Plant your eggplants into soil rich in organic matter and minerals, well drained, but always fairly moist. Leave between 18 and 24 in (45 and 60 cm) between plants, depending on their eventual size. A good mulch will help reduce watering needs while preventing weeds and disease. You can also grow eggplants in pots.
In regions with long, hot summers, gardeners typically pinch the tip of the plant to stimulate better branching and therefore more flowers and more fruit, but this delays maturation and is not a good idea in regions with cool summers where you just have to settle for less fruit per plant.
Some larger eggplants will need staking, which I suggest doing on an as-needed basis.
Like other nightshades, eggplants need buzz pollination (vibratile pollination): a bee, in fact, usually a bumblebee, lands on the flower and starts to quiver rapidly, releasing the pollen which falls onto the stigma. The flower is self-fertile, with both male and female parts, and therefore even an isolated plant will produce fruit. If there are no bumblebees visiting your plant when it’s in bloom (honeybees don’t carry out buzz pollination), vibrate the flower with an electric toothbrush, preferably in the morning.

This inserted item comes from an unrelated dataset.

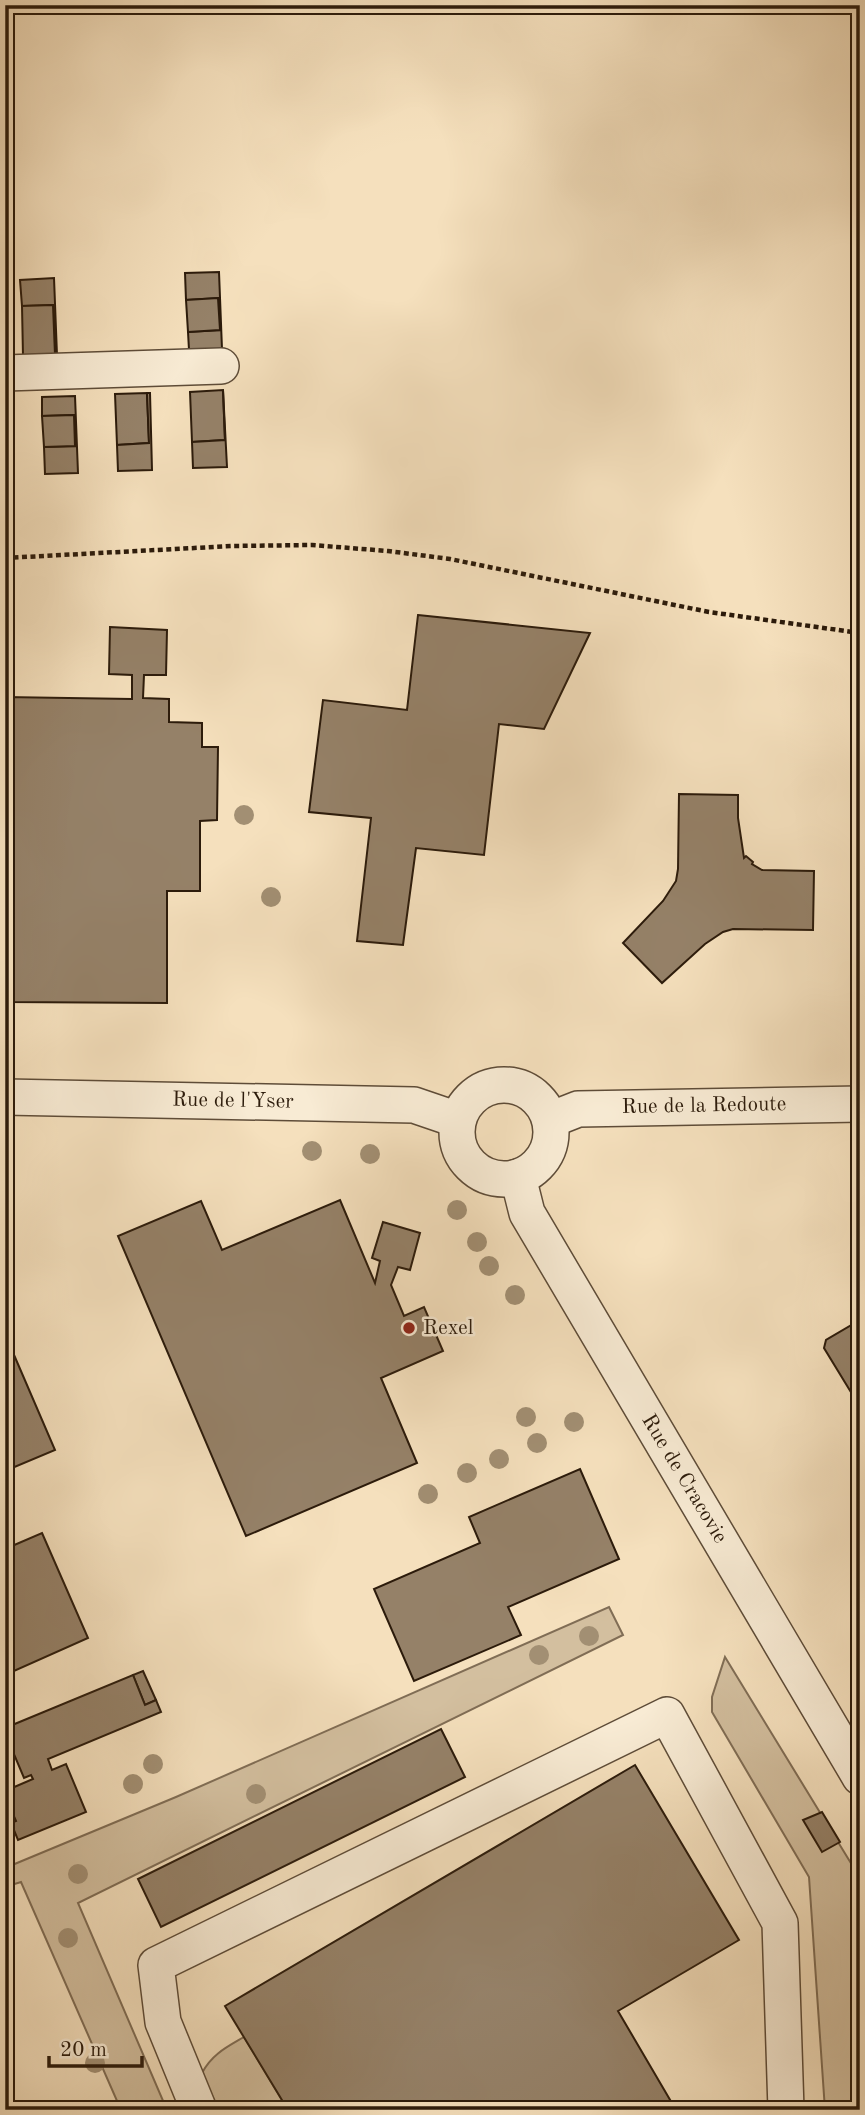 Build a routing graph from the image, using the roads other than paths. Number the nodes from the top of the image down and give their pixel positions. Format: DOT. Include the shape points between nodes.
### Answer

Harvest the fruit when it reaches an appropriate size and its final color (both will vary depending on the variety) and still appears shiny. This is well before full maturity and in fact you don’t want to wait for the fruit to mature, as fully mature fruits—they take on a dull appearance—may be bigger, but will be seedy and tough. To check whether a fruit is ready, lightly push your finger into its side. If the fruit gives slightly, then recovers immediately, the fruit is ready for picking. At this point, the flesh will still be juicy and the seeds will be few and tiny.
I’ll let you look up eggplant recipes: there are plenty to choose from!
Good luck with eggplants in your own garden!